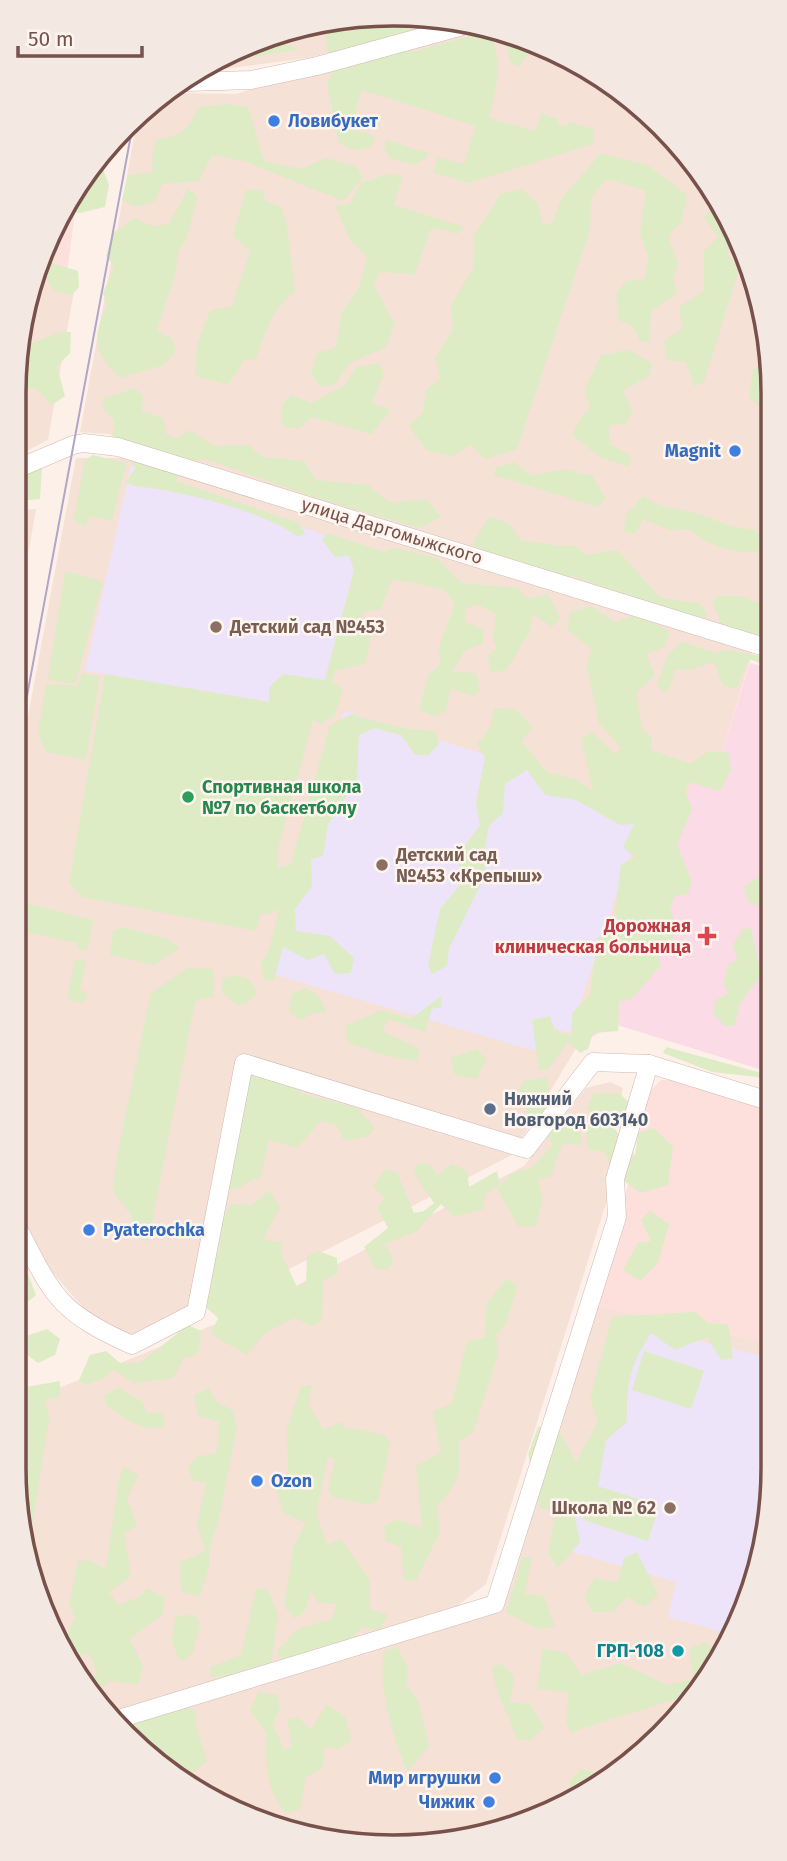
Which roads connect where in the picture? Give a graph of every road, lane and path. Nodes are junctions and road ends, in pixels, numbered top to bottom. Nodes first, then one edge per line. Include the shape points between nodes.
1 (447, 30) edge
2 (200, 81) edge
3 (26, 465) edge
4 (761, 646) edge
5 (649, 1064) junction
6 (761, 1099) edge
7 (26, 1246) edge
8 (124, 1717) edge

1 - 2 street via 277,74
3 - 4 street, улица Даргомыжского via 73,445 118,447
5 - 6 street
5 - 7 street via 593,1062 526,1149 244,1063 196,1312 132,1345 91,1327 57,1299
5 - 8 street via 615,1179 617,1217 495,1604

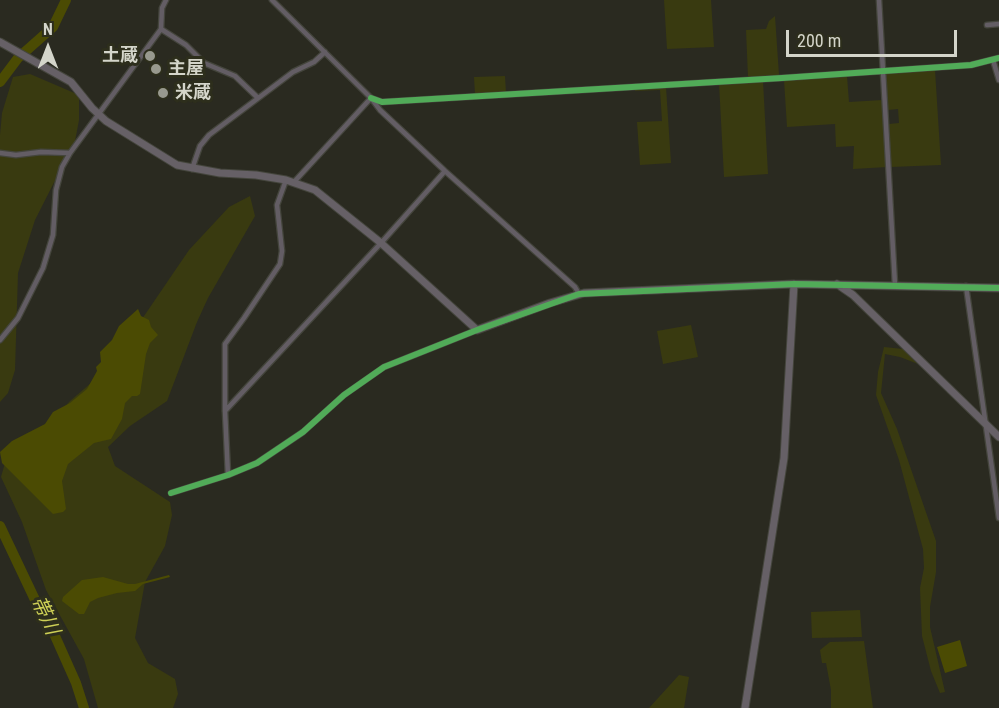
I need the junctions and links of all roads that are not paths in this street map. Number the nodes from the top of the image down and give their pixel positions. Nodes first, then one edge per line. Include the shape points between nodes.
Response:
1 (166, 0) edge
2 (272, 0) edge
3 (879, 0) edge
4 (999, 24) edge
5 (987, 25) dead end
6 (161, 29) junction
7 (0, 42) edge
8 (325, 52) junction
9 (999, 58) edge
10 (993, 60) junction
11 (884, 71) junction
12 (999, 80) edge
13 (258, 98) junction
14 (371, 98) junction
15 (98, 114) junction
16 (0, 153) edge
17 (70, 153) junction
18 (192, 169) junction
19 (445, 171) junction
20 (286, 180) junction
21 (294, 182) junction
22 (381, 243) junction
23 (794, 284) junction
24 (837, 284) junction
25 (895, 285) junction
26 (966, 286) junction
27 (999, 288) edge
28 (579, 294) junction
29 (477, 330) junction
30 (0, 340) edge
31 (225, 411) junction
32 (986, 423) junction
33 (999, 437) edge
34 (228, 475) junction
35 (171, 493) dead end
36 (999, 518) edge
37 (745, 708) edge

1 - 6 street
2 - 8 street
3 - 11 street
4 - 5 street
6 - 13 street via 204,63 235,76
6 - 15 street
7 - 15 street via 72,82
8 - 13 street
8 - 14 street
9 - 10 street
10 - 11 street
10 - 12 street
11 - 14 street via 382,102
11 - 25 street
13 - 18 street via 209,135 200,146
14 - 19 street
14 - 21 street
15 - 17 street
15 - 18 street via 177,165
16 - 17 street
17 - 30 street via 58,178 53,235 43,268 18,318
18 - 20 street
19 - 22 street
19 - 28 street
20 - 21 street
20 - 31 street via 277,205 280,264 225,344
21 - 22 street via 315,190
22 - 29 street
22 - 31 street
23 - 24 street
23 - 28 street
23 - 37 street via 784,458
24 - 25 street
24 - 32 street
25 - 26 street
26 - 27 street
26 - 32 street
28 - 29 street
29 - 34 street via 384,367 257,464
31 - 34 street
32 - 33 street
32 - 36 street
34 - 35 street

TASK DESCRIPTION: Without the pictures, write out the whole listing above exactly as it appears.

SOLUTION TO THE PROBLEM:
Which roads connect where in the picture? Give a graph of every road, lane and path. Nodes are junctions and road ends, in pixels, numbered top to bottom. Nodes first, then one edge per line. Include the shape points between nodes.
1 (447, 30) edge
2 (200, 81) edge
3 (26, 465) edge
4 (761, 646) edge
5 (649, 1064) junction
6 (761, 1099) edge
7 (26, 1246) edge
8 (124, 1717) edge

1 - 2 street via 277,74
3 - 4 street, улица Даргомыжского via 73,445 118,447
5 - 6 street
5 - 7 street via 593,1062 526,1149 244,1063 196,1312 132,1345 91,1327 57,1299
5 - 8 street via 615,1179 617,1217 495,1604

I need the junctions and links of all roads that are not paths in this street map. Number the nodes from the top of the image down and give their pixel positions. Nodes first, then one edge per line. Include the shape points between nodes.
Response:
1 (166, 0) edge
2 (272, 0) edge
3 (879, 0) edge
4 (999, 24) edge
5 (987, 25) dead end
6 (161, 29) junction
7 (0, 42) edge
8 (325, 52) junction
9 (999, 58) edge
10 (993, 60) junction
11 (884, 71) junction
12 (999, 80) edge
13 (258, 98) junction
14 (371, 98) junction
15 (98, 114) junction
16 (0, 153) edge
17 (70, 153) junction
18 (192, 169) junction
19 (445, 171) junction
20 (286, 180) junction
21 (294, 182) junction
22 (381, 243) junction
23 (794, 284) junction
24 (837, 284) junction
25 (895, 285) junction
26 (966, 286) junction
27 (999, 288) edge
28 (579, 294) junction
29 (477, 330) junction
30 (0, 340) edge
31 (225, 411) junction
32 (986, 423) junction
33 (999, 437) edge
34 (228, 475) junction
35 (171, 493) dead end
36 (999, 518) edge
37 (745, 708) edge

1 - 6 street
2 - 8 street
3 - 11 street
4 - 5 street
6 - 13 street via 204,63 235,76
6 - 15 street
7 - 15 street via 72,82
8 - 13 street
8 - 14 street
9 - 10 street
10 - 11 street
10 - 12 street
11 - 14 street via 382,102
11 - 25 street
13 - 18 street via 209,135 200,146
14 - 19 street
14 - 21 street
15 - 17 street
15 - 18 street via 177,165
16 - 17 street
17 - 30 street via 58,178 53,235 43,268 18,318
18 - 20 street
19 - 22 street
19 - 28 street
20 - 21 street
20 - 31 street via 277,205 280,264 225,344
21 - 22 street via 315,190
22 - 29 street
22 - 31 street
23 - 24 street
23 - 28 street
23 - 37 street via 784,458
24 - 25 street
24 - 32 street
25 - 26 street
26 - 27 street
26 - 32 street
28 - 29 street
29 - 34 street via 384,367 257,464
31 - 34 street
32 - 33 street
32 - 36 street
34 - 35 street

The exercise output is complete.